**Exercise objective:**
Your response should reproduce every line of the entries that contains the word "dead".

**Input data:**
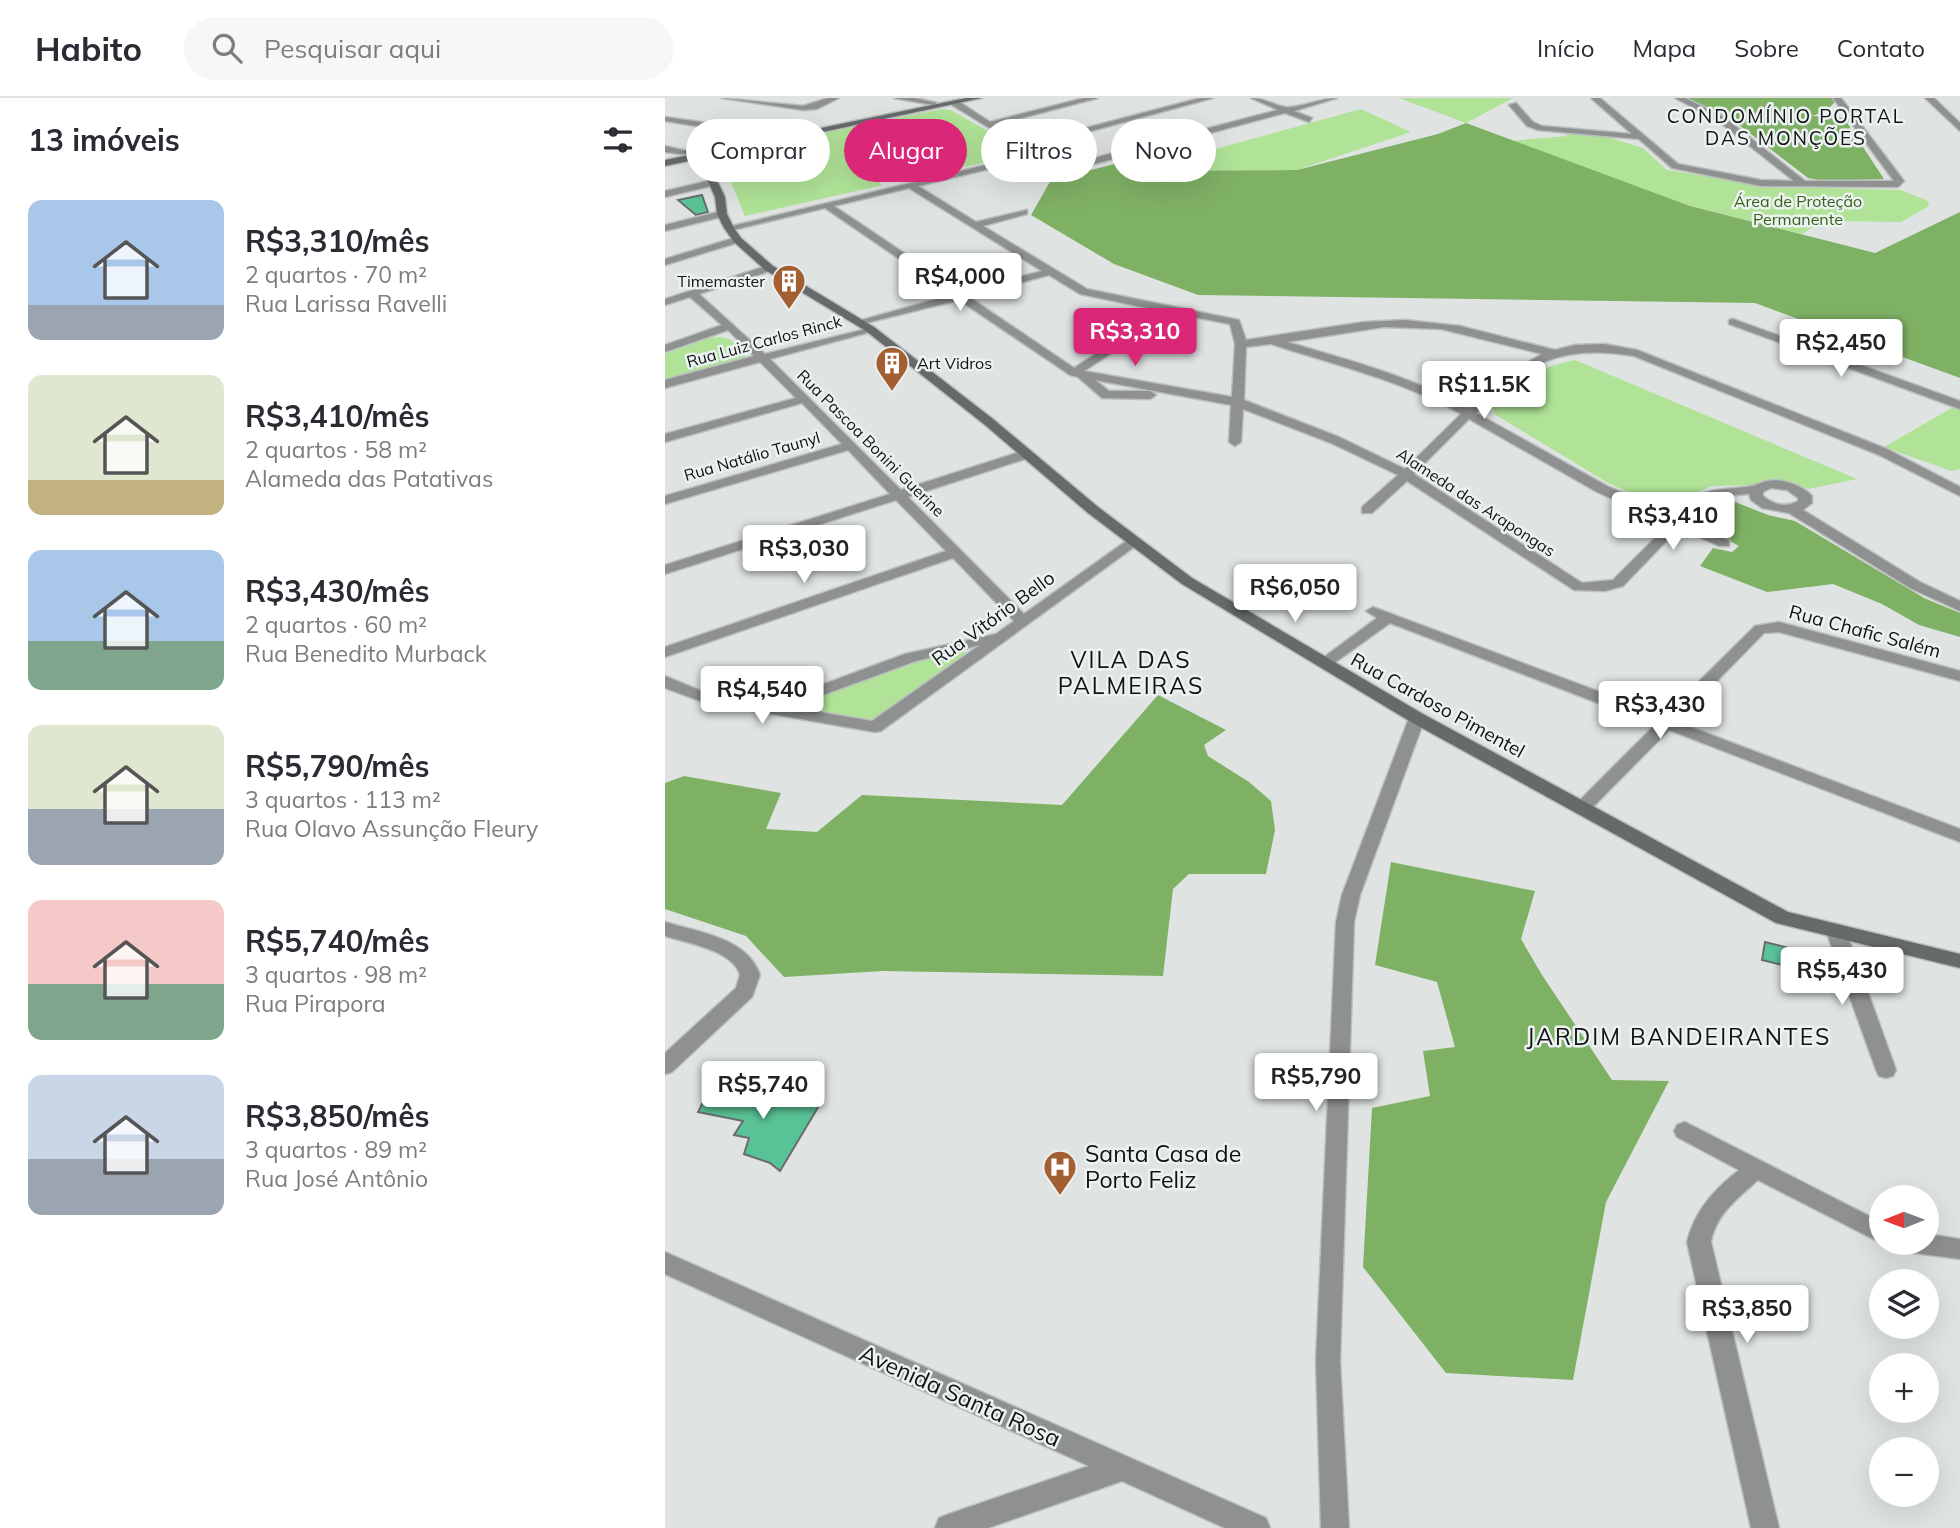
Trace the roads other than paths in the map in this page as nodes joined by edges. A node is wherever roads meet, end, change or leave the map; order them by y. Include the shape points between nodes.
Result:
1 (726, 98) edge
2 (835, 98) edge
3 (898, 98) edge
4 (978, 98) edge
5 (1094, 98) edge
6 (1209, 98) edge
7 (1255, 98) edge
8 (1333, 98) edge
9 (1595, 98) edge
10 (1679, 98) edge
11 (1837, 98) edge
12 (1929, 98) edge
13 (748, 99) edge
14 (956, 101) edge
15 (933, 103) junction
16 (1513, 105) dead end
17 (1287, 111) junction
18 (665, 119) edge
19 (983, 119) edge
20 (1010, 119) edge
21 (1309, 120) dead end
22 (686, 122) edge
23 (830, 123) edge
24 (1097, 127) edge
25 (1960, 128) edge
26 (830, 135) edge
27 (1638, 137) junction
28 (665, 153) edge
29 (686, 155) edge
30 (686, 155) edge
31 (686, 156) edge
32 (1097, 162) edge
33 (665, 163) edge
34 (981, 168) edge
35 (686, 182) edge
36 (713, 182) edge
37 (1804, 184) junction
38 (910, 185) junction
39 (665, 194) edge
40 (827, 205) junction
41 (1024, 212) dead end
42 (722, 214) junction
43 (975, 225) junction
44 (665, 228) edge
45 (733, 234) junction
46 (665, 262) edge
47 (769, 268) junction
48 (1049, 272) junction
49 (691, 293) junction
50 (961, 296) junction
51 (665, 302) edge
52 (1172, 309) junction
53 (1733, 322) dead end
54 (730, 326) junction
55 (866, 326) junction
56 (1275, 342) junction
57 (1241, 344) junction
58 (665, 349) edge
59 (1552, 353) junction
60 (762, 358) junction
61 (1078, 374) junction
62 (665, 384) edge
63 (804, 399) junction
64 (1237, 402) junction
65 (1960, 405) edge
66 (1469, 412) junction
67 (665, 438) edge
68 (1235, 442) dead end
69 (849, 446) junction
70 (1027, 454) junction
71 (1408, 475) junction
72 (1756, 490) junction
73 (1960, 492) edge
74 (899, 496) junction
75 (665, 500) edge
76 (1792, 509) junction
77 (1367, 510) dead end
78 (1677, 523) junction
79 (1134, 542) junction
80 (1724, 543) dead end
81 (955, 552) junction
82 (665, 570) edge
83 (1960, 607) edge
84 (1023, 621) junction
85 (999, 638) junction
86 (665, 652) edge
87 (1325, 663) junction
88 (1960, 676) edge
89 (665, 681) edge
90 (771, 708) junction
91 (1417, 718) junction
92 (1667, 724) junction
93 (1584, 807) junction
94 (1960, 836) edge
95 (665, 929) edge
96 (1836, 931) junction
97 (1960, 961) edge
98 (665, 1066) edge
99 (1885, 1070) dead end
100 (1685, 1131) dead end
101 (1755, 1169) junction
102 (1869, 1227) edge
103 (1939, 1246) edge
104 (1960, 1249) edge
105 (665, 1263) edge
106 (1123, 1468) junction
107 (949, 1528) edge
108 (1256, 1528) edge
109 (1335, 1528) edge
110 (1765, 1528) edge

1 - 13 street
2 - 13 street via 808,108
3 - 15 street
4 - 14 street
5 - 20 street
6 - 24 street
7 - 17 street
8 - 17 street
9 - 27 street
10 - 37 street via 1721,119
11 - 37 street via 1898,184
12 - 25 street
14 - 15 street
14 - 19 street
14 - 26 street
15 - 23 street
16 - 27 street via 1530,124 1541,128
17 - 21 street
17 - 32 street
18 - 22 street
27 - 37 street via 1670,165 1747,181
28 - 29 street
28 - 30 street
31 - 33 street
34 - 38 street
35 - 39 street
36 - 42 street, Rua Cardoso Pimentel
38 - 40 street
38 - 43 street
40 - 45 street
40 - 50 street, Alameda das Arapongas
41 - 43 street
42 - 44 street
42 - 45 street, Rua Cardoso Pimentel
43 - 48 street
45 - 46 street
45 - 47 street, Rua Cardoso Pimentel
47 - 49 street
47 - 55 street, Rua Cardoso Pimentel
48 - 50 street, Rua Luiz Carlos Rinck
48 - 52 street via 1089,294
49 - 51 street
49 - 54 street, Rua Pascoa Bonini Guerine
50 - 55 street, Rua Luiz Carlos Rinck
50 - 61 street, Alameda das Arapongas
52 - 57 street via 1235,322
52 - 61 street
53 - 65 street
54 - 58 street
54 - 60 street, Rua Pascoa Bonini Guerine
55 - 60 street, Rua Luiz Carlos Rinck
55 - 70 street, Rua Cardoso Pimentel
56 - 57 street
56 - 59 street via 1408,323
56 - 66 street via 1363,368
57 - 64 street
59 - 66 street via 1506,377
59 - 73 street via 1612,346 1637,352 1883,452
60 - 62 street, Rua Luiz Carlos Rinck
60 - 63 street, Rua Pascoa Bonini Guerine
61 - 64 street, Alameda das Arapongas via 1106,395 1181,394
63 - 67 street
63 - 69 street, Rua Pascoa Bonini Guerine
64 - 68 street
64 - 71 street, Alameda das Arapongas via 1335,440
66 - 71 street
66 - 78 street via 1602,489
69 - 74 street, Rua Pascoa Bonini Guerine
69 - 75 street, Rua Natálio Taunyl
70 - 74 street
70 - 79 street, Rua Cardoso Pimentel
71 - 77 street
71 - 78 street, Alameda das Arapongas via 1579,587 1618,583
72 - 76 street via 1764,504
72 - 76 street via 1770,484 1797,489 1805,503
72 - 78 street via 1705,496 1692,503
74 - 81 street, Rua Pascoa Bonini Guerine
74 - 82 street
76 - 83 street via 1915,585
78 - 80 street
79 - 84 street, Rua Vitório Bello
79 - 87 street, Rua Cardoso Pimentel via 1187,581
81 - 84 street, Rua Pascoa Bonini Guerine
81 - 86 street
84 - 85 street, Rua Vitório Bello
85 - 90 street via 916,654
85 - 90 street, Rua Vitório Bello via 875,727
87 - 91 street, Rua Cardoso Pimentel
87 - 92 street via 1380,614
88 - 92 street, Rua Chafic Salém via 1779,627 1760,629
89 - 90 street via 702,697
91 - 93 street, Rua Cardoso Pimentel
91 - 109 street via 1345,922 1328,1361
92 - 93 street
92 - 94 street
93 - 96 street, Rua Cardoso Pimentel via 1783,918
95 - 98 street via 735,952 750,975 745,992
96 - 97 street, Rua Cardoso Pimentel
96 - 99 street
100 - 101 street
101 - 102 street
101 - 110 street via 1712,1209 1701,1224 1699,1242
103 - 104 street
105 - 106 street, Avenida Santa Rosa
106 - 107 street
106 - 108 street, Avenida Santa Rosa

**Result of this task:**
16 (1513, 105) dead end
21 (1309, 120) dead end
41 (1024, 212) dead end
53 (1733, 322) dead end
68 (1235, 442) dead end
77 (1367, 510) dead end
80 (1724, 543) dead end
99 (1885, 1070) dead end
100 (1685, 1131) dead end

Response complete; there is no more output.